Skills Minister Nick Boles said:
For education to really matter, young people must leave school with the skills and qualifications that employers want.
That’s why I’m proud to announce this government has stripped out every single poor-quality course and made sure that qualifications are of the highest standard.
This is a sweeping change to vocational education that, combined with the 2 million new apprentices, will make sure that every young person has the best possible chance to really make a go of things.
The lists, which are updated annually, for the first time cover the full range of technical and vocational qualifications taught up to the age of 19.
The 3 categories of qualification include the new ‘technical certificates’, which help 16- to 19-year-olds into skilled trades.
The other categories are ‘technical awards’ for 14- to 16-year-olds and the A level-equivalent ‘tech levels’.
The latest qualifications will count in league tables from 2017 and have the backing of employers, industry bodies and higher education institutions.
Professor Wolf’s report highlighted a system in which some schools put pupils on courses that might boost their league table positions but which were not in the best interest of the pupils.
As a result, thousands of qualifications have been stripped away, and the number of qualifications that can be reported in the performance tables has fallen from over 5,000 to just 625.
Examples of qualifications that have not been approved for the new lists include study skills, induction to college, and employment and personal learning at work.
The qualifications that have been announced today are designed with, or approved by, employers and help to meet the skills gap.
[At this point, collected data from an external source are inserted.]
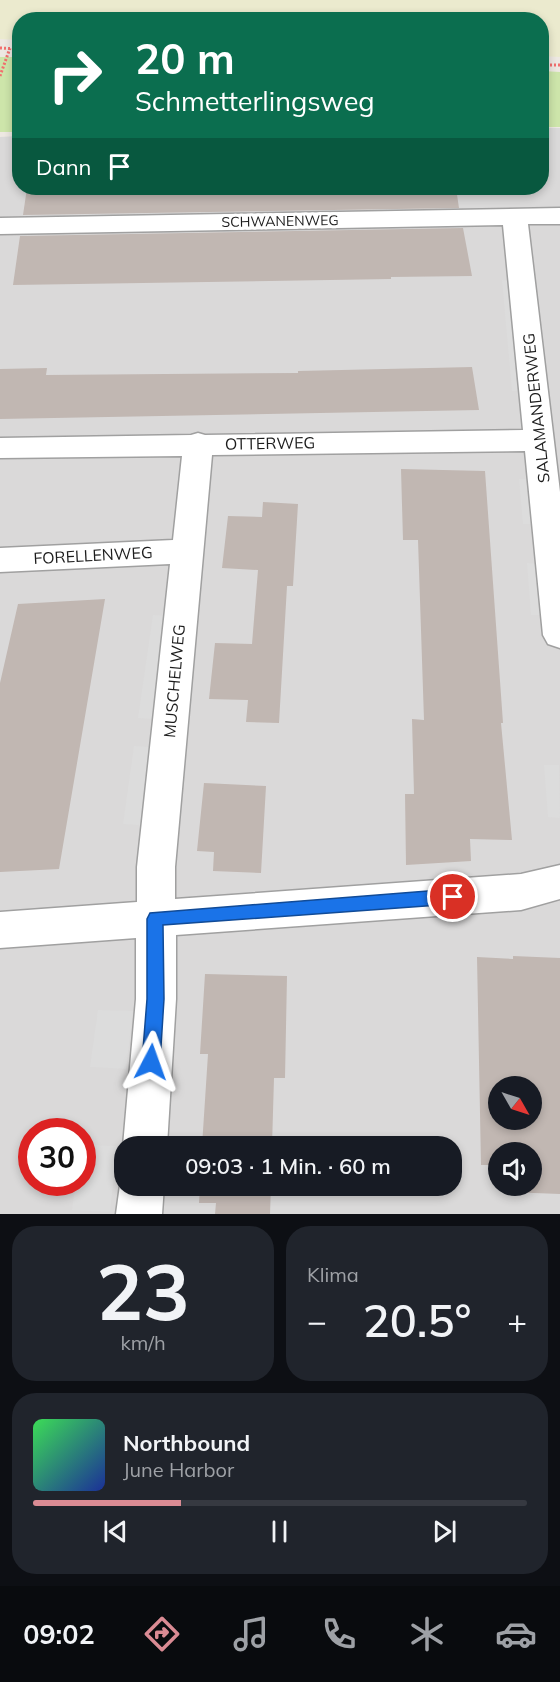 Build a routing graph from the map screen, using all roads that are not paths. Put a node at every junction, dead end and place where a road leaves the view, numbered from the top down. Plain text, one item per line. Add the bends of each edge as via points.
1 (560, 216) edge
2 (515, 217) junction
3 (0, 226) edge
4 (540, 440) junction
5 (198, 443) junction
6 (0, 448) edge
7 (186, 551) junction
8 (0, 560) edge
9 (560, 635) edge
10 (560, 882) edge
11 (155, 919) junction
12 (0, 930) edge
13 (145, 1136) edge
14 (140, 1196) edge
15 (139, 1214) edge

1 - 2 street, SCHWANENWEG
2 - 3 street, SCHWANENWEG
2 - 4 street, SALAMANDERWEG
4 - 5 street, OTTERWEG
4 - 9 street, SALAMANDERWEG
5 - 6 street, OTTERWEG
5 - 7 street, MUSCHELWEG
7 - 8 street, FORELLENWEG
7 - 11 street, MUSCHELWEG via 156,867
10 - 11 street via 521,892
11 - 12 street
11 - 13 street, MUSCHELWEG via 156,999
14 - 15 street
They lead to some of the fastest-growing and most rewarding jobs of the future, in areas ranging from construction to business and finance.
There are clear pathways young people can take through the vocational and technical route. For example, someone interested in construction could:
- between the ages of 14 and 16, alongside their GCSEs, take a certificate in designing, engineering and constructing a sustainable built environment
- at the age of 16 develop skills in a trade such as carpentry or plumbing by studying a technical certificate
- develop more specialist skills through a tech level course and an apprenticeship
Bridget Bartlett, Deputy Chief Executive at the Chartered Institute of Building, said:
The development of rigorous vocational qualifications that employers value and respect is incredibly important. Qualifications that meet these new standards will enable pupils to make informed career choices as well as improving their employability skills.
The construction sector is currently facing skills shortages and the emergence of high-quality vocational qualifications in schools will be key to the future success of this economically important global industry.
Peter Ducker, Chief Executive of the Institute of Hospitality, said:
The Institute of Hospitality is proud to have supported the development of vocational qualifications in patisserie and cookery. We recognise the importance to the hospitality and tourism sector of qualifications that provide quality execution of learning and assessment.
Also today, the UK Commission for Employment and Skills published its Careers of the Future guide. Today’s technical and vocational qualifications lead to jobs in all ten of the highlighted sectors in this guide.
Notes to editors
The government has introduced 3 categories of technical and vocational qualifications for 14- to 19-year-olds, to be reported in performance tables alongside academic qualifications. Qualifications are categorised by age and purpose, and no qualification will count in more than one of these categories.
Qualifications approved in the technical award category are broad level 1 and level 2 qualifications for 14- to 16-year-olds. They focus on practical and technical subjects, and offer an opportunity to gain skills and knowledge not usually acquired through GCSEs.
Qualifications approved in the technical certificate category (tech level equivalents at level 2) provide initial technical training for 16- to 19-year-olds. They provide a route into a skilled trade or occupation, where employers recognise entry at this level, and provide access to tech levels in that occupational area.
Qualifications approved in the tech level category are level 3 qualifications (on a par with A levels) for students wishing to specialise in a specific technical occupation or occupational group. They are all backed by employers as providing entry to an apprenticeship, other skilled employment or a technical degree.
In addition, qualifications approved in the applied general category will be announced shortly. These are level 3 qualifications, like A levels and tech levels, for students who want to learn in a more applied way but wish to continue general education. These are backed by universities as fulfilling entry requirements for a range of higher education courses.